ACTIVITY
Take every line in the entries that includes the word "edges" and copy it.

####

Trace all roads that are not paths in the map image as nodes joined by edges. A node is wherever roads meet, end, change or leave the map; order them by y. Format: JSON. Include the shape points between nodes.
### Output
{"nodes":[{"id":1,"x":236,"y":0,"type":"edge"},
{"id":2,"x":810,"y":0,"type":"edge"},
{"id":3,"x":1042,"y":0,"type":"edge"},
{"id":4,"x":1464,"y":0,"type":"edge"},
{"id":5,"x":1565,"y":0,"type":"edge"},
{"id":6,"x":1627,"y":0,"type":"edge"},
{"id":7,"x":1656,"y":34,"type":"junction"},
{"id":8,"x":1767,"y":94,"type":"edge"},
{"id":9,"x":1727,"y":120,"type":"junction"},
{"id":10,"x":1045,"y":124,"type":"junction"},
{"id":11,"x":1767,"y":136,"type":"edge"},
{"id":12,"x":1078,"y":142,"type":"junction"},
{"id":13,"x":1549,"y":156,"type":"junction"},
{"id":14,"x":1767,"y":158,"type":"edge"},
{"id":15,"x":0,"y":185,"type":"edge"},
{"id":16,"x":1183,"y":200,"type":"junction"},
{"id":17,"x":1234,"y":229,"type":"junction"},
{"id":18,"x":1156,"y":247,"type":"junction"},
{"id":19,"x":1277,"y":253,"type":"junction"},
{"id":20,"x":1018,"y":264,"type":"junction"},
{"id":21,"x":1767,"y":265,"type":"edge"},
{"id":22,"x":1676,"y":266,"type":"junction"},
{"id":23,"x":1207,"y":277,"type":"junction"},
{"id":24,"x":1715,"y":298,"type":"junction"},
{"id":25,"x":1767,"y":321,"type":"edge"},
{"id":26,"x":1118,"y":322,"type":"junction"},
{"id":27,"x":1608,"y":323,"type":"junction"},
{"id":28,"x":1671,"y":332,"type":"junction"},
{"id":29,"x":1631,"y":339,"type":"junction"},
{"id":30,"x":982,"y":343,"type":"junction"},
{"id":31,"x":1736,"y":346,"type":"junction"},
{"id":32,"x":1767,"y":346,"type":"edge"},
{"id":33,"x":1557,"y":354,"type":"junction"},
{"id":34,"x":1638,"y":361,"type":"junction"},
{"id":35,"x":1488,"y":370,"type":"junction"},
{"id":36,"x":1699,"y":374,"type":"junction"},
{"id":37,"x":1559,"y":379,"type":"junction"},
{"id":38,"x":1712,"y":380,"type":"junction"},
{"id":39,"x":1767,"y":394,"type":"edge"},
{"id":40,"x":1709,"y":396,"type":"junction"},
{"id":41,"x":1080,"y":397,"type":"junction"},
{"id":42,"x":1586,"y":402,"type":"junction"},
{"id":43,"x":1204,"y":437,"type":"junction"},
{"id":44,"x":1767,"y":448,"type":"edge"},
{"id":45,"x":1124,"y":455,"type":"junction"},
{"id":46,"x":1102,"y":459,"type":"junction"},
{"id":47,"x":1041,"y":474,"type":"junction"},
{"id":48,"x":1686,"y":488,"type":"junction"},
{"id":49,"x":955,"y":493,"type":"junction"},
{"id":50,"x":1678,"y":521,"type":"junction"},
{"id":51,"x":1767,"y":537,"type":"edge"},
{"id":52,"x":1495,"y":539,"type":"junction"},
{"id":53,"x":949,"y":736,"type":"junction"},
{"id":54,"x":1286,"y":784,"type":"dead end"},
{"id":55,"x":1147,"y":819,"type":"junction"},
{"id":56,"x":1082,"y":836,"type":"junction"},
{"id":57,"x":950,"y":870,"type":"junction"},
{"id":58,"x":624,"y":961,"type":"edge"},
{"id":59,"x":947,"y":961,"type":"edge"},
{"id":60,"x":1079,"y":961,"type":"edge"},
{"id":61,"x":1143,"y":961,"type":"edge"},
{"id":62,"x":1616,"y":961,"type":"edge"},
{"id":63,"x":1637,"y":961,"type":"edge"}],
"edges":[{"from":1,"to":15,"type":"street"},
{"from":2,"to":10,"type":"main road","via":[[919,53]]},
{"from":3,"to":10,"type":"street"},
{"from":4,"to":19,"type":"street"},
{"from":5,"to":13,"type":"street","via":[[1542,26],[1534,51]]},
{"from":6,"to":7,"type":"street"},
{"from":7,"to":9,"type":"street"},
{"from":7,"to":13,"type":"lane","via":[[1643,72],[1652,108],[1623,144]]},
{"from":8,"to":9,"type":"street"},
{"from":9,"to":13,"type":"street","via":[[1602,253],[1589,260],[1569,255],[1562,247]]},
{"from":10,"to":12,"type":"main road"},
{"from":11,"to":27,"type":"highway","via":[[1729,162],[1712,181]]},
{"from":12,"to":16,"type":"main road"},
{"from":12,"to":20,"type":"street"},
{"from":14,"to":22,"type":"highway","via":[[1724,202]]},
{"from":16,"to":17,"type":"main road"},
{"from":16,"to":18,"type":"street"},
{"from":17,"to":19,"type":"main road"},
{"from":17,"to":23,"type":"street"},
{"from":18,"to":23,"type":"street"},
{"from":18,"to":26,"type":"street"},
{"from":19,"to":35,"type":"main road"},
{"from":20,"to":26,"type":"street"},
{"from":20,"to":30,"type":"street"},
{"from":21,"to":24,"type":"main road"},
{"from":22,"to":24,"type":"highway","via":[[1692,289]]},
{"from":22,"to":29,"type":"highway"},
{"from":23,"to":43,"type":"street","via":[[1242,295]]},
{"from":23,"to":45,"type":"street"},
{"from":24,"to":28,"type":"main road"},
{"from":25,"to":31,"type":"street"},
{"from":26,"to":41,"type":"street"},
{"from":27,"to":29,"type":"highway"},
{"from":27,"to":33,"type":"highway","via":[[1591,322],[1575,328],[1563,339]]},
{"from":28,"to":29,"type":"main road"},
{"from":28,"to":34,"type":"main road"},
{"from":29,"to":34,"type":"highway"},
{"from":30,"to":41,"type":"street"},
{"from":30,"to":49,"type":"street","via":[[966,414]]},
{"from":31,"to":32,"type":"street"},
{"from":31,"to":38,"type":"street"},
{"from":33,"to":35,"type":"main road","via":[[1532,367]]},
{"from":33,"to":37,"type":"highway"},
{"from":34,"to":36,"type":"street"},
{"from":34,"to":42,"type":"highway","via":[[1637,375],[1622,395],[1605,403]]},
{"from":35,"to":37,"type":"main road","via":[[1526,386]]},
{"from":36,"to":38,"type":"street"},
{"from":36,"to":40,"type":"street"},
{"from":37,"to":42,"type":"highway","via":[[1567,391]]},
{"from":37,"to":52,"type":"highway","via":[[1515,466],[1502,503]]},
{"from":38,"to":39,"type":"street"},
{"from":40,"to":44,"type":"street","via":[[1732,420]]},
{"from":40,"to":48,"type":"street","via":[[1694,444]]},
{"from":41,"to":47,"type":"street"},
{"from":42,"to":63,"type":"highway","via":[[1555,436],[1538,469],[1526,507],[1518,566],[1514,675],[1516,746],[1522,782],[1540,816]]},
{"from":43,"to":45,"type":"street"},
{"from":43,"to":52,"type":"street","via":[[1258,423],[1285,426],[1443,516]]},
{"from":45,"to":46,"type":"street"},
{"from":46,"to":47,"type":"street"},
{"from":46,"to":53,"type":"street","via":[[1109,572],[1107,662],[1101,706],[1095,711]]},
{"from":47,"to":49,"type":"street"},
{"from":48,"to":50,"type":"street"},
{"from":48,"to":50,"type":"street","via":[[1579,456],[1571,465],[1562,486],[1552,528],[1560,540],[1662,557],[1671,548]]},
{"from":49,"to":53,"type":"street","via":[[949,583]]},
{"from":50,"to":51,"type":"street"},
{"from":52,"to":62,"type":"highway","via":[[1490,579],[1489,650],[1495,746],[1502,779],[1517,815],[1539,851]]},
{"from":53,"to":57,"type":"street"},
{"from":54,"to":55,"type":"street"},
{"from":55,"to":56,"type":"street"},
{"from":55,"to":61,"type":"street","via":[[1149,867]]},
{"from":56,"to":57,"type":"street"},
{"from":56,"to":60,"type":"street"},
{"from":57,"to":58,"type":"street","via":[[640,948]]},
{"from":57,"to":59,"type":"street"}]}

####

TASK ANSWER
Trace all roads that are not paths in the map image as nodes joined by edges. A node is wherever roads meet, end, change or leave the map; order them by y. Format: JSON. Include the shape points between nodes.
"edges":[{"from":1,"to":15,"type":"street"},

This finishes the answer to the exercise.